THE SEASON OF GOODWILL


“The painting depicts a stable.

“The stable is a grotto with curiously shaped stalactites. The light that breaks – or fractures – through the cave is Chib’s red. It penetrates every object, doubles its strength, and then rays out jaggedly. The viewer, moving from side to side to get a complete look, can actually see the many levels of light as he moves, and thus he catches glimpses of the figures under the exterior figures.

“The cows, sheep and horses are in stalls at the end of the cave. Some are looking with horror at Mary and the infant. Others have their mouths open, evidently trying to warn Mary. Chib has used the legend that the animals in the manger were able to talk to each other the night Christ was born.

“Joseph, a tired old man, so slumped he seems backboneless, is in a corner. He wears two horns, but each has a halo, so it’s all right.
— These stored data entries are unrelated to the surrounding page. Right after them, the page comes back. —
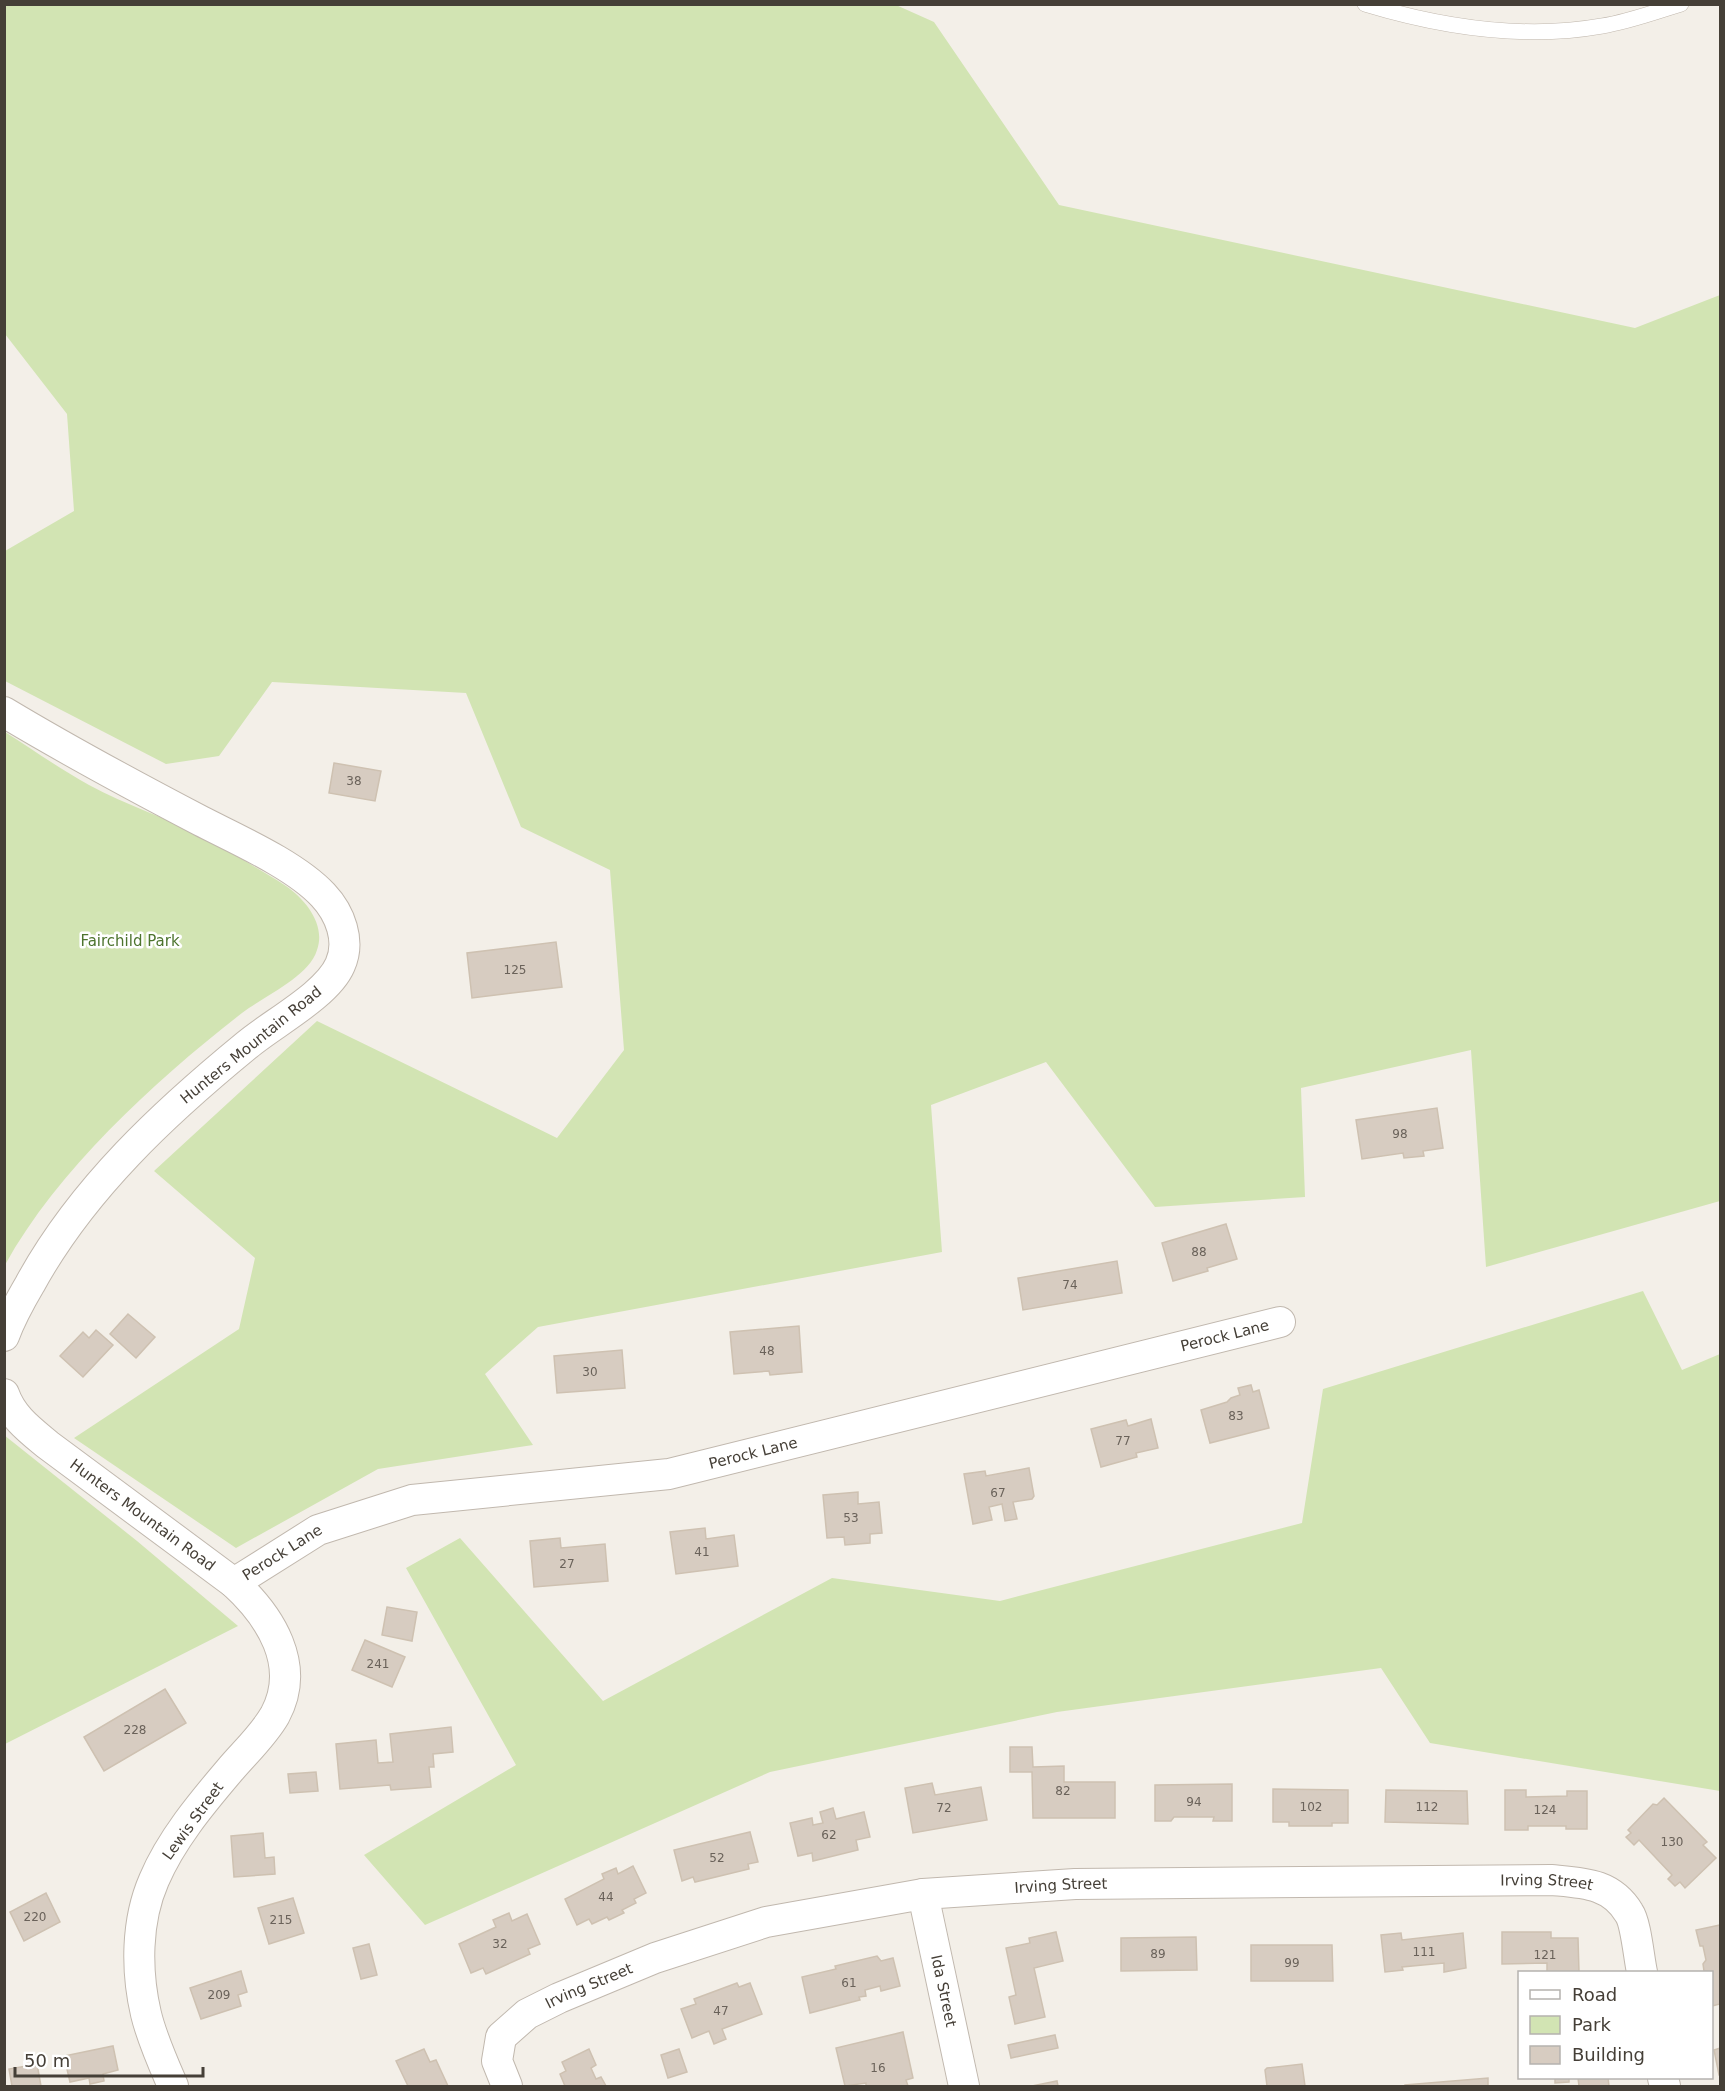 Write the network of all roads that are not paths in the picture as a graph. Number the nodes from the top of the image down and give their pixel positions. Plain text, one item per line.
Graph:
1 (1365, 4) edge
2 (1682, 4) edge
3 (4, 712) edge
4 (1280, 1322) dead end
5 (4, 1336) edge
6 (4, 1394) edge
7 (234, 1583) junction
8 (924, 1894) junction
9 (1642, 1971) edge
10 (173, 2086) edge
11 (507, 2086) edge
12 (964, 2086) edge

1 - 2 lane
3 - 5 street, Hunters Mountain Road
4 - 7 street, Perock Lane
6 - 7 street, Hunters Mountain Road
7 - 10 street, Lewis Street
8 - 9 street, Irving Street
8 - 11 street, Irving Street
8 - 12 street, Ida Street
“Mary’s back is to the bed of straw on which the infant is supposed to be. From a trapdoor in the floor of the cave, a man is reaching to place a huge egg on the straw bed. He is in a cave beneath the cave and is dressed in modern clothes, has a boozy expression, and, like Joseph, slumps as if invertebrate. Behind him a grossly fat woman, looking remarkably like Chib’s mother, has the baby, which the man passed on to her before putting the foundling egg on the straw bed.
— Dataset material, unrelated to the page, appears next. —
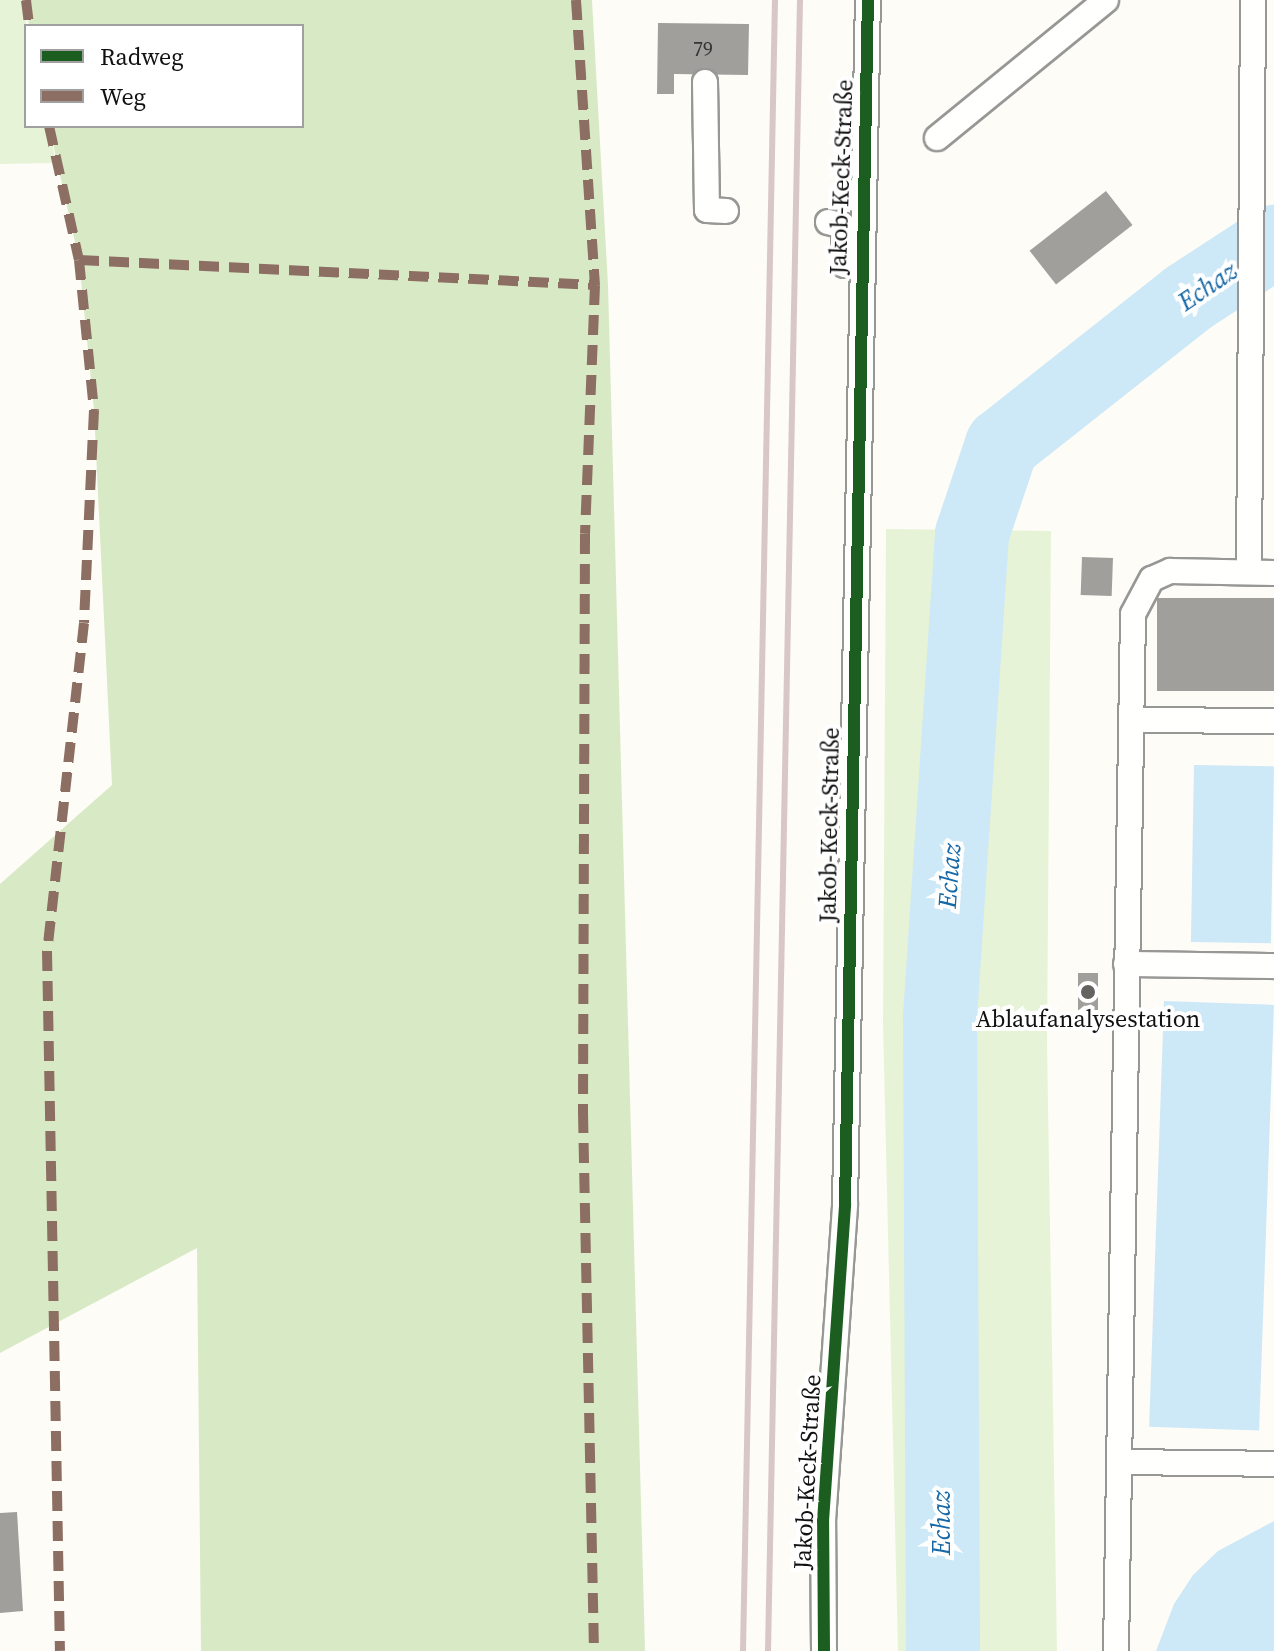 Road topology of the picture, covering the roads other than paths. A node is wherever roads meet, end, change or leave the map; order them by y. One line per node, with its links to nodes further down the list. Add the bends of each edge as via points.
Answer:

“The baby has an exquisitely beautiful face and is suffused with a white glow from his halo. The woman has removed the halo from his head and is using the sharp edge to butcher the baby…

“The onlookers are struck in their viscera as if this was not a painting but a real infant, slashed and disemboweled, found on their doorsteps as they left home.

“The egg has a semitransparent shell. In it’s murky yoke floats a hideous little devil, horns, hooves, tail. Its blurred features resemble a combination of Henry Ford’s and Uncle Sam’s. When the viewers shift to one side or the other, the faces of others appear: prominents in the development of modern society.

“The window is crowded with wild animals that have come to adore but have stayed to scream soundlessly in horror. The beats in the foreground are those that have been exterminated by man or survive only in zoos and natural preserves. The dodo, the blue whale, the passenger pigeon, the quagga, the gorilla, orangutan, polar bear, cougar, lion, tiger, grizzly bear, Californian condor, kangaroo, wombat, rhinoceros, bald eagle.

“Behind them are other animals and, on a hill, the dark crouching shapes of the Tasmanian aborigine and Haitian Indian…

“Ruskinson’s red face and scream of fury are transmitted over the fido...

“INSULT! SPITTLE! PLASTIC DUNG! A BLOW IN THE FACE OF ART AND A KICK IN THE BUTT FOR HUMANITY! INSULT! INSULT!”

“Why is it such an insult, Doctor Ruskinson?” the fido man says. “Because it mocks the Christian faith and also the Panamorite faith? It doesn’t seem to me it does that. It seems to me that Winnegan is trying to say that men have perverted Christianity, maybe all religions, all ideals, for their own greedy self-destructive purposes, that man is basically a killer and a perverter. At least that’s what I get out of it, although of course I’m only a simple layman, and...”

“Let the critics make the analysis, young man!” Ruskinson snaps. “Do you have a double Ph.D., one in psychiatry and one in art? Have you been certified as a critic by the government?”